<prosody>

Specifies the pitch, duration, speaking rate, and volume for the enclosed speech output.

Syntax

<prosody
    contour = "CDATA"
    duration = "CDATA"
    pitch = "CDATA"
    range = "CDATA"
    rate = "CDATA"
    volume = "CDATA"
/>

Attributes

Attribute

Data Type

Required?

Default

Description

contour

CDATA

no

NA

Pitch contour of the speech output, formatted as a value pair:

  • The first value is a percentage of the period of the contained text (a number followed by %).

  • The second value is the value of the pitch attribute.

duration

CDATA

no

NA

Time duration for reading the speech output, in seconds (s) or milliseconds (ms). For example, 5s or 3500ms.

pitch

CDATA

no

NA

Level and intensity of the speech output. Valid values:

  • A number followed by Hz.

  • A relative change, as compared to the default pitch.

  • One of the following values: high, low, medium, x-high, x-low, default.

A relative change is expressed using the plus sign (+) or minus sign (-), followed by Hz (hertz) or st (semitones). It can also be expressed as a percentage change preceded by an optional + or -. The TTS engine determines the default pitch.

range

CDATA

no

NA

Pitch range of the speech output. Valid values:

  • A number followed by Hz, where higher values increase the pitch range.

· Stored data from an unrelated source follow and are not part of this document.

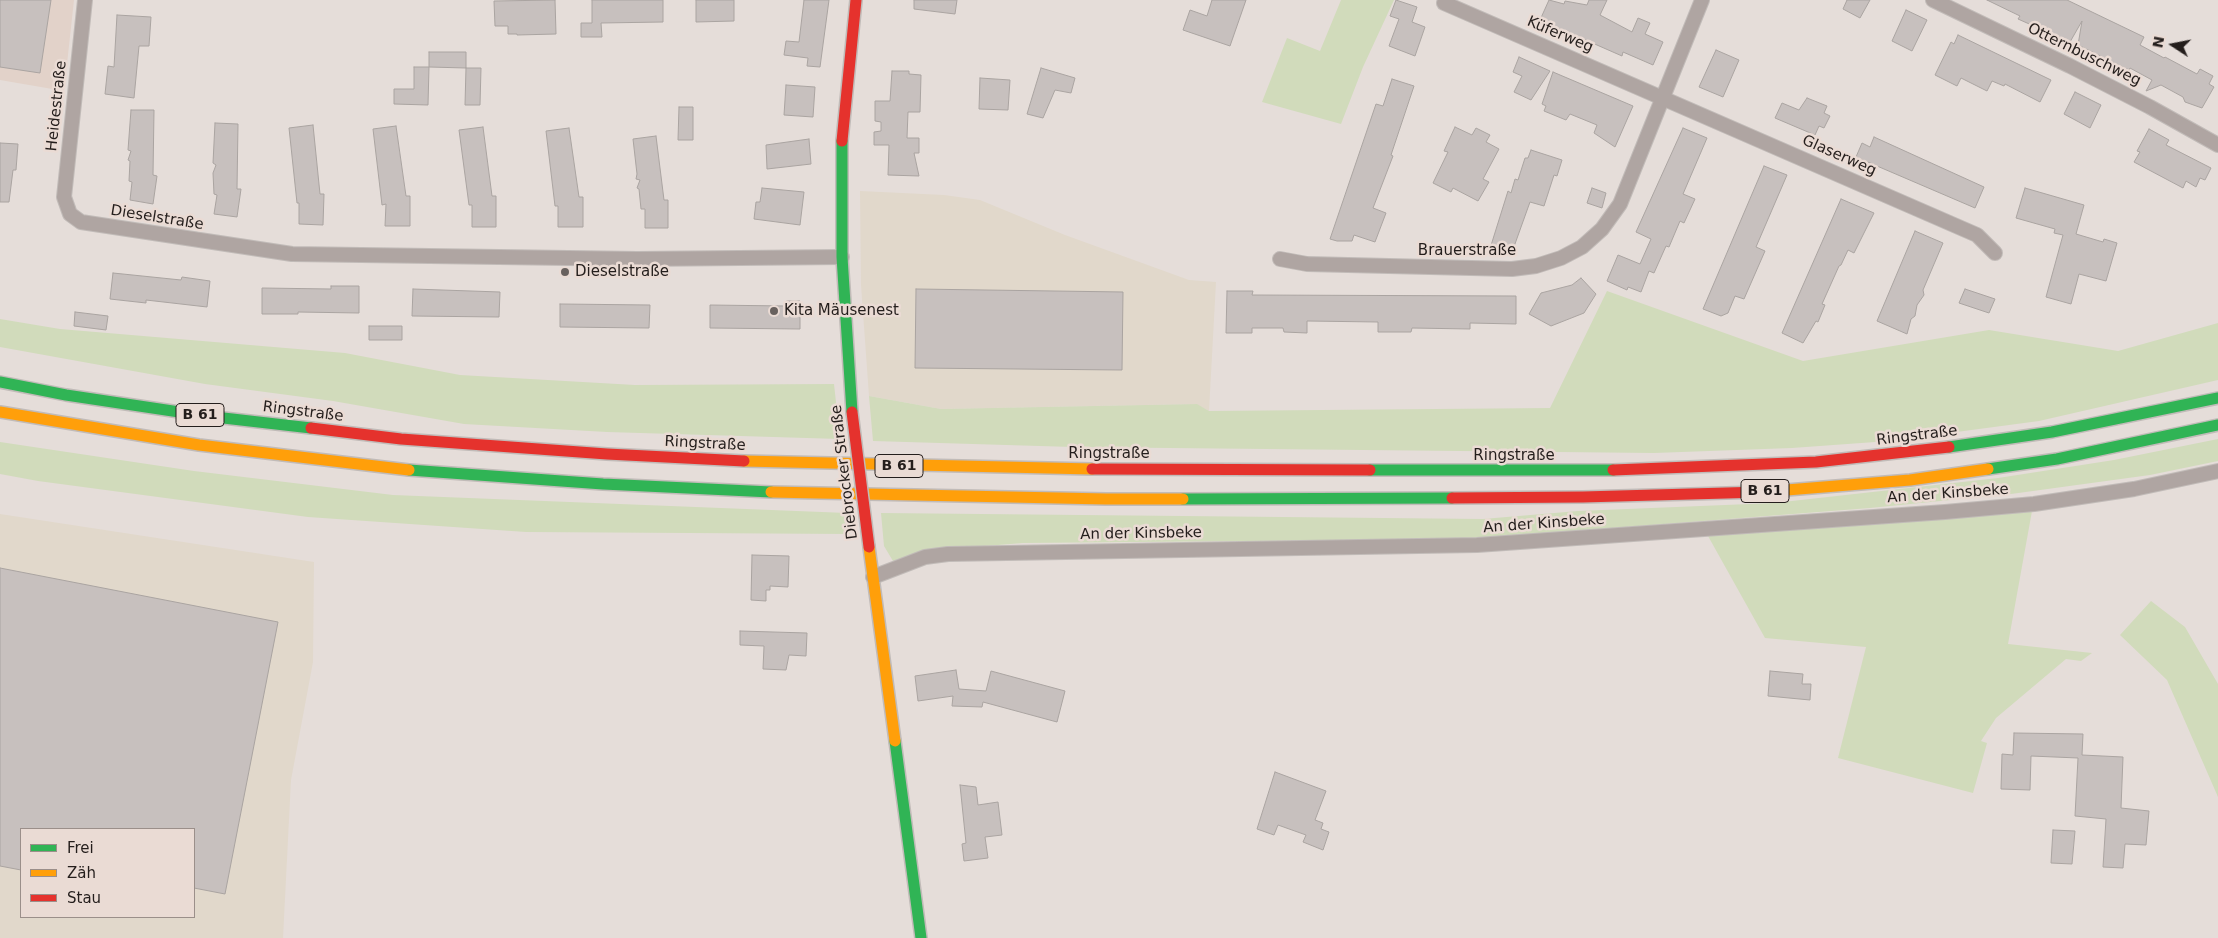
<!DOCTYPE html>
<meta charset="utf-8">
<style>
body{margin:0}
#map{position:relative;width:2218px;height:938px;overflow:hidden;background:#e5ddd9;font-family:"DejaVu Sans",sans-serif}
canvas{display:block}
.legend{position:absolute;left:20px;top:828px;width:175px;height:90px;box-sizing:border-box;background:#eadbd4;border:1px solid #9b8f8a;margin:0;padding:6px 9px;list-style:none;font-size:15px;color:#241e1c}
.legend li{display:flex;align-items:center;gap:10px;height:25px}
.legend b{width:25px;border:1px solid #9b8f8a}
.north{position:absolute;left:2148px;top:20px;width:50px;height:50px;-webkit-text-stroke:4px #eadbd4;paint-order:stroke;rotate:281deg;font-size:14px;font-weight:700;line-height:20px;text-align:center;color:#241e1c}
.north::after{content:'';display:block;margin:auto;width:18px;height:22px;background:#241e1c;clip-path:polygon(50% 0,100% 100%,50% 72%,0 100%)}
</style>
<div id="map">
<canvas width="2218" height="938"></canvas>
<ul class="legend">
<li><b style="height:6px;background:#30b455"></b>Frei</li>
<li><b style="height:6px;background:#ff9f0a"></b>Zäh</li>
<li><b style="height:6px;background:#e5322d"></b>Stau</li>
</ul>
<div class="north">N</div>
</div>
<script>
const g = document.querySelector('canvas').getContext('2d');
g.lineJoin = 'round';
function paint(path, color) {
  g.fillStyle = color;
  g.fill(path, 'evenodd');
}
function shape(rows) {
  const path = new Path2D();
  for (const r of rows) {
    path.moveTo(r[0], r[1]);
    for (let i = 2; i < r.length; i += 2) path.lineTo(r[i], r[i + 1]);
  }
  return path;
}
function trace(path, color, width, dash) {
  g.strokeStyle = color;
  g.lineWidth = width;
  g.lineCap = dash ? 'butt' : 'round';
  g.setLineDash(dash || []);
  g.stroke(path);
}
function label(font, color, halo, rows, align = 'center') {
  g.font = font + ' "DejaVu Sans",sans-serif';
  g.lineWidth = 5;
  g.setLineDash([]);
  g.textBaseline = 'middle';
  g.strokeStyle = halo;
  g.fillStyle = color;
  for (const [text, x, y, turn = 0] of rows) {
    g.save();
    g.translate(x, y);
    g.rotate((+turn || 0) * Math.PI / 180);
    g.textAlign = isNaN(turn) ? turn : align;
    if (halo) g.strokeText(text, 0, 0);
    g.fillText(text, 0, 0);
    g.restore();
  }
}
const built = shape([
 [0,0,74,0,64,91,0,80]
]);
const industrial = shape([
 [860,191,944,195,980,200,1065,235,1189,280,1216,282,1209,411,1196,404,941,409,869,396,861,285],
 [0,514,314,562,313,662,291,780,283,938,0,938],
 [21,829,194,829,194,917,21,917]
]);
const green = shape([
 [1341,0,1394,0,1363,67,1341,124,1262,102,1287,38,1320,51],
 [1607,291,1803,361,1989,330,2118,351,2218,323,2218,380,2039,421,1889,441,1792,448,1654,453,1073,447,873,441,869,396,941,409,1197,404,1209,411,1550,408],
 [0,319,60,329,345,353,460,375,635,385,834,384,840,439,607,432,464,424,333,401,205,384,0,347],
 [2218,439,2218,461,2150,475,2011,494,1870,508,1471,539,1023,543,923,551,893,561,884,546,881,513,1483,519,1578,511,1774,503,1998,478,2114,460],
 [0,442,194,471,393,495,847,513,850,534,526,532,308,517,38,481,0,474],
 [2032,511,2008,644,2092,653,2081,661,2066,659,1996,718,1981,741,1987,743,1973,793,1838,758,1866,647,1765,638,1708,536],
 [2151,601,2185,627,2218,684,2218,797,2167,680,2120,635]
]);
const building = shape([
 [0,0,51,0,40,73,0,67,0,0],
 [555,0,556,34,517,35,517,34,508,34,508,26,495,26,494,1,555,0],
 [592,0,663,0,663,22,601,23,602,37,581,37,581,23,592,23,592,0],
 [696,0,734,0,734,21,696,22,696,0],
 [804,0,829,0,820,67,807,66,808,58,784,55,786,41,799,42,804,0],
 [914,0,957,0,955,14,914,9,914,0],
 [1212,0,1246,0,1230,46,1183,30,1190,10,1207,16,1212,0],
 [1396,0,1417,7,1412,22,1425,27,1415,56,1389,46,1399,19,1390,16,1396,0],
 [1549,0,1564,4,1565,1,1587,5,1589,0,1607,0,1600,15,1632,32,1638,18,1650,23,1645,34,1663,42,1653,65,1623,52,1622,56,1540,20,1549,0],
 [1847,0,1870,0,1860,18,1843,9,1847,0],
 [1987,0,2067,0,2144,37,2140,45,2164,58,2165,57,2197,74,2200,69,2213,76,2209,84,2214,87,2202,108,2185,102,2183,97,2161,85,2146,91,2152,80,2130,68,2129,70,2078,45,2082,21,2070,42,2018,19,2020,16,1987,0],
 [1906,10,1927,20,1912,51,1892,41,1906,10],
 [117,15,151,17,149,46,139,46,134,98,105,94,108,66,114,67,117,15],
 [1958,35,2051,80,2040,102,2005,84,2004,86,1992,81,1987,91,1961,78,1957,86,1935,75,1951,42,1954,44,1958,35],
 [1716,50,1739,60,1723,97,1699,87,1716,50],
 [429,52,466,52,466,68,429,67,429,52],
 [1519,57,1550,71,1531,100,1514,92,1522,76,1513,72,1519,57],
 [414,67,429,67,428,105,394,104,394,89,414,89,414,67],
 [466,68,481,68,480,105,465,105,466,68],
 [1041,68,1075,78,1071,93,1055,90,1043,118,1027,114,1041,68],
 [892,71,909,71,909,74,921,75,920,112,908,112,907,138,919,138,919,153,914,153,919,176,888,175,889,145,874,145,874,132,881,131,881,122,875,121,875,101,890,101,892,71],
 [1553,72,1633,106,1615,147,1594,133,1597,125,1570,114,1566,120,1544,111,1546,106,1542,104,1553,72],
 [980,78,1010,80,1008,110,979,109,980,78],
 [1392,79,1414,86,1391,155,1393,156,1373,208,1386,213,1375,242,1354,235,1352,241,1337,241,1330,239,1376,104,1383,106,1392,79],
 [786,85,815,87,813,117,784,115,786,85],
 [2075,92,2101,105,2090,128,2064,114,2075,92],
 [1807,98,1827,106,1824,113,1830,116,1824,128,1819,126,1815,135,1775,118,1782,103,1799,110,1807,98],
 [679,107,693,107,693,140,678,140,679,107],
 [131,110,154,110,153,175,157,176,153,204,130,200,132,182,129,181,130,161,128,160,131,151,128,150,131,110],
 [215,123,238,124,237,189,241,189,237,217,214,214,217,195,214,194,213,173,216,165,213,163,215,123],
 [313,125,320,194,324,194,323,225,299,224,299,203,297,203,289,128,313,125],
 [396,126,406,196,410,196,410,226,385,226,386,204,382,205,373,129,396,126],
 [483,127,492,196,496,196,496,227,472,227,472,205,469,205,459,130,483,127],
 [1455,127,1472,135,1476,128,1490,135,1486,142,1499,149,1483,179,1489,182,1478,201,1453,188,1451,192,1433,183,1448,152,1444,151,1455,127],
 [569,128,579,197,583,197,583,227,558,227,558,206,555,206,546,131,569,128],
 [1683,128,1707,138,1683,194,1695,199,1684,223,1680,221,1669,247,1666,246,1654,273,1649,271,1641,292,1628,287,1627,290,1607,281,1618,255,1640,264,1651,239,1636,232,1683,128],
 [2149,129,2169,140,2166,145,2211,168,2205,180,2200,178,2196,187,2186,181,2183,188,2134,162,2140,152,2137,151,2149,129],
 [656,136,664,200,668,200,668,228,645,228,645,209,641,209,639,189,637,188,640,180,636,179,637,174,633,139,656,136],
 [1874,137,1984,187,1975,208,1856,157,1862,143,1870,147,1874,137],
 [809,139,811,164,767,169,766,145,809,139],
 [0,143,18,144,16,170,13,170,9,202,0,202,0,143],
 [1531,150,1562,160,1557,176,1554,175,1544,206,1530,202,1511,255,1488,255,1508,191,1511,193,1515,179,1518,180,1525,158,1528,158,1531,150],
 [1764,166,1787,175,1756,247,1765,251,1744,299,1735,296,1728,313,1721,316,1703,309,1764,166],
 [762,188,804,192,800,225,754,219,756,202,760,202,762,188],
 [1592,188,1606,193,1602,208,1587,203,1592,188],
 [2025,188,2084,205,2076,234,2103,242,2104,239,2117,243,2106,281,2079,274,2071,304,2046,297,2063,235,2054,233,2055,229,2016,218,2025,188],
 [1841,199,1874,213,1854,253,1848,250,1841,265,1839,266,1822,304,1825,305,1818,322,1816,321,1803,343,1782,333,1841,199],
 [1915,231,1943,243,1923,290,1924,295,1917,305,1915,316,1911,319,1907,334,1877,321,1915,231],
 [113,273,181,280,182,277,210,281,207,307,146,300,146,303,110,299,113,273],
 [1581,278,1596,294,1584,313,1551,326,1529,314,1541,293,1572,285,1581,278],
 [331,286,359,286,359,313,298,312,298,314,262,314,262,288,331,289,331,286],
 [413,289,500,292,499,317,412,316,413,289],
 [916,289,1123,292,1122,370,915,368,916,289],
 [1965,289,1995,299,1989,313,1959,303,1965,289],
 [1227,291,1253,291,1252,295,1516,296,1516,324,1470,323,1470,329,1412,328,1411,332,1378,332,1378,322,1307,321,1307,333,1284,332,1283,328,1252,328,1252,333,1226,333,1227,291],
 [787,301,800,301,800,329,710,328,710,305,786,306,787,301],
 [560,304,650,305,649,328,560,327,560,304],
 [75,312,108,316,106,330,74,326,75,312],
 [369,326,402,326,402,340,369,340,369,326],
 [752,555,789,556,788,587,770,586,770,590,766,590,766,601,751,600,752,555],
 [0,568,278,622,225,894,194,888,194,829,21,829,21,870,0,866,0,568],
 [740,631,807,633,806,656,789,655,786,670,763,669,764,646,740,645,740,631],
 [956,670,959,689,986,691,991,671,1065,691,1057,722,983,702,982,707,952,706,953,696,918,701,915,676,956,670],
 [1770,671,1803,674,1802,684,1811,684,1810,700,1768,696,1770,671],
 [2014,733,2083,734,2082,755,2123,757,2121,808,2149,811,2146,845,2125,844,2123,868,2103,867,2106,819,2075,816,2078,758,2031,756,2030,790,2001,789,2002,754,2013,755,2014,733],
 [1275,772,1326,791,1315,820,1323,823,1321,829,1329,832,1323,850,1303,842,1306,835,1278,825,1274,835,1257,829,1275,772],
 [960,785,976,787,978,805,998,802,1002,835,985,837,988,858,964,861,962,844,966,843,960,785],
 [2053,830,2075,831,2072,864,2051,863,2053,830]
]);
const street = shape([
 [85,0,64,197,70,214,81,222,292,254,637,259,842,257],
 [1933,0,2070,66,2150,107,2218,145],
 [1444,3,1977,235,1995,253],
 [1280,259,1307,264,1512,269,1536,266,1561,258,1582,247,1602,229,1620,204,1702,0],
 [873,577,925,557,948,554,1477,545,1945,512,2034,504,2134,489,2218,471]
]);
const fast = shape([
 [842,141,842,257,852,412],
 [0,382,66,395,206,416,311,428],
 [1949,447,2052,432,2218,398],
 [1988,469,2057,459,2218,425],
 [409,470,603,484,771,492],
 [1370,470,1613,470],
 [1183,499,1452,498],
 [895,741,921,938]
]);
const slow = shape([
 [0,412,199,445,409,470],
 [744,461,1092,469],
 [771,492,1106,499,1183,499],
 [1762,492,1910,480,1988,469],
 [869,547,895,741]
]);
const jam = shape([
 [842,141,856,0],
 [311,428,401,439,607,454,744,461],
 [1092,469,1370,470],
 [1613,470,1816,462,1949,447],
 [1452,498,1583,497,1762,492]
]);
const jamBridge = shape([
 [852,412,869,547]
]);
const markers = [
 [565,272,5,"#68615e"],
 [774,311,5,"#68615e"]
];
const shields = [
 [200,415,48],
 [899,466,48],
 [1765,491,48]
];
const shieldNames = [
 ["B 61",200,415],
 ["B 61",899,466],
 ["B 61",1765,491]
];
const streetNames = [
 ["Küferweg",1560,35,23],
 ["Otternbuschweg",2084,55,26],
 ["Heidestraße",57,106,-84],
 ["Glaserweg",1839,156,24],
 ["Dieselstraße",157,218,9],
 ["Brauerstraße",1467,251],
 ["Ringstraße",303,412,7],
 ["Ringstraße",1917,436,-7],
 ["Ringstraße",705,444,3],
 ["Ringstraße",1109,454],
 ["Ringstraße",1514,456],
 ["Diebrocker Straße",845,472,-97],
 ["An der Kinsbeke",1948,494,-4],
 ["An der Kinsbeke",1544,524,-4],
 ["An der Kinsbeke",1141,534,-1]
];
const poiNames = [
 ["Dieselstraße",575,272],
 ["Kita Mäusenest",784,311]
];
paint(built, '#e2d2c9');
paint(industrial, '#e1d8cb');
paint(green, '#d1dbbb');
paint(building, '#c7c0be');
trace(building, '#aaa4a1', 1);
trace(street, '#c1bbb8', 16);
trace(fast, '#c1bbb8', 14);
trace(slow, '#c1bbb8', 14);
trace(jam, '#c1bbb8', 14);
trace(street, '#afa5a2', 14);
trace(fast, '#30b455', 11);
trace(slow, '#ff9f0a', 11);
trace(jam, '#e5322d', 11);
trace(jamBridge, '#c1bbb8', 14, []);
trace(jamBridge, '#e5322d', 11);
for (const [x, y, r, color] of markers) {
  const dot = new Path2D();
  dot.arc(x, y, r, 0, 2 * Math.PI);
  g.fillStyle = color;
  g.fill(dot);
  trace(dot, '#eadbd4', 2);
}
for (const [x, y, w] of shields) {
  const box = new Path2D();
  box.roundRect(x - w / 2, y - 11.5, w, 23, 4);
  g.fillStyle = '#eadbd4';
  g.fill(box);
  trace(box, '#241e1c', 1);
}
label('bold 14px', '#241e1c', null, shieldNames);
label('15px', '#241e1c', '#eadbd4', streetNames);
label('15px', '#241e1c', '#eadbd4', poiNames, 'left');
</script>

  • A relative change, as compared to the default range.

  • One of the following values: high, low, medium, x-high, x-low, default.

A relative change is expressed using the plus sign (+) or minus sign (-), followed by a number, followed by Hz (hertz) or st (semitones). It can also be expressed as a percentage change preceded by an optional + or -. The TTS engine determines the default range.

rate

CDATA

no

NA

Speaking rate of the speech output. Valid values:

  • A number followed by Hz.

  • A relative change, as compared to the default rate.

  • One of the following values: high, low, medium, x-high, x-low, default.

A relative change is expressed as a number that acts as a multiplier of the default rate. Thus, a value of 2 means the rate should be twice the default rate; a value of 0.5 means the rate should be half the default rate. The TTS engine determines the default rate.

volume

CDATA

no

NA

Volume of the speech output. Valid values:

  • A number between 0.0 and 100.0, where higher values are louder.

  • A relative change, as compared to the default volume.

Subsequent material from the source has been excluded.